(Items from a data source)
──────────────────────────────

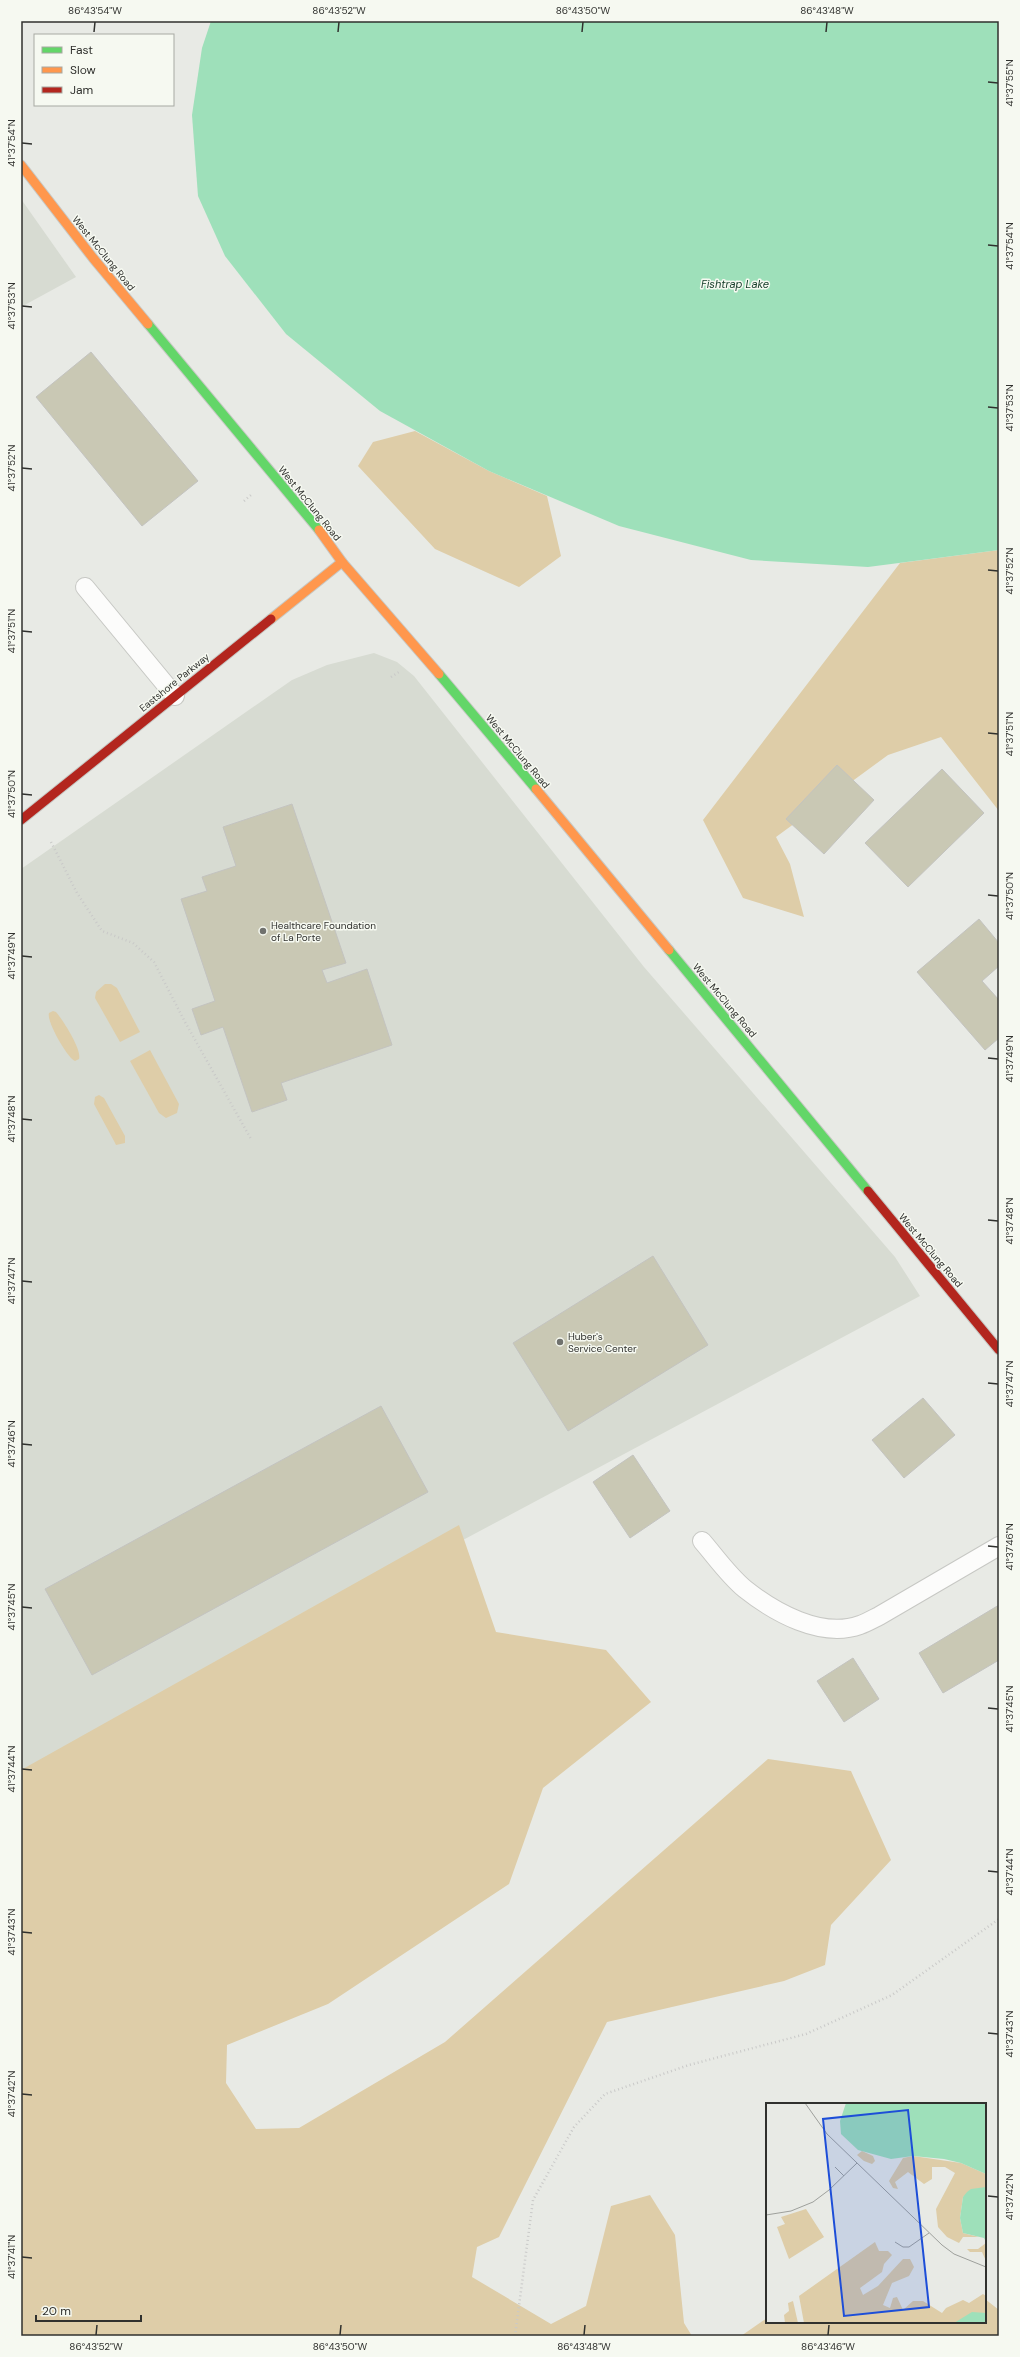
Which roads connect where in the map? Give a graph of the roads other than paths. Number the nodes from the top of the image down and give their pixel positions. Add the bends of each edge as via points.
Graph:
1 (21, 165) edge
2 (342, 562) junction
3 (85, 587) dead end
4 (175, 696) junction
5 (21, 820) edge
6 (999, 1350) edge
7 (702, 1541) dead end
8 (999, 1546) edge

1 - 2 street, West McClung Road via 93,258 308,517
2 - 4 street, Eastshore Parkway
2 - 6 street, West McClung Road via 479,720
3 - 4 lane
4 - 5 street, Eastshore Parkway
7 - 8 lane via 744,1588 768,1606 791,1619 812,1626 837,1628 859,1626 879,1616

──────────────────────────────

→ **Task prompt**: An exact restatement of the entries above is needed; no picture may appear in it.

→ **Solution to this problem**:
Which roads connect where in the map? Give a graph of the roads other than paths. Number the nodes from the top of the image down and give their pixel positions. Add the bends of each edge as via points.
Graph:
1 (21, 165) edge
2 (342, 562) junction
3 (85, 587) dead end
4 (175, 696) junction
5 (21, 820) edge
6 (999, 1350) edge
7 (702, 1541) dead end
8 (999, 1546) edge

1 - 2 street, West McClung Road via 93,258 308,517
2 - 4 street, Eastshore Parkway
2 - 6 street, West McClung Road via 479,720
3 - 4 lane
4 - 5 street, Eastshore Parkway
7 - 8 lane via 744,1588 768,1606 791,1619 812,1626 837,1628 859,1626 879,1616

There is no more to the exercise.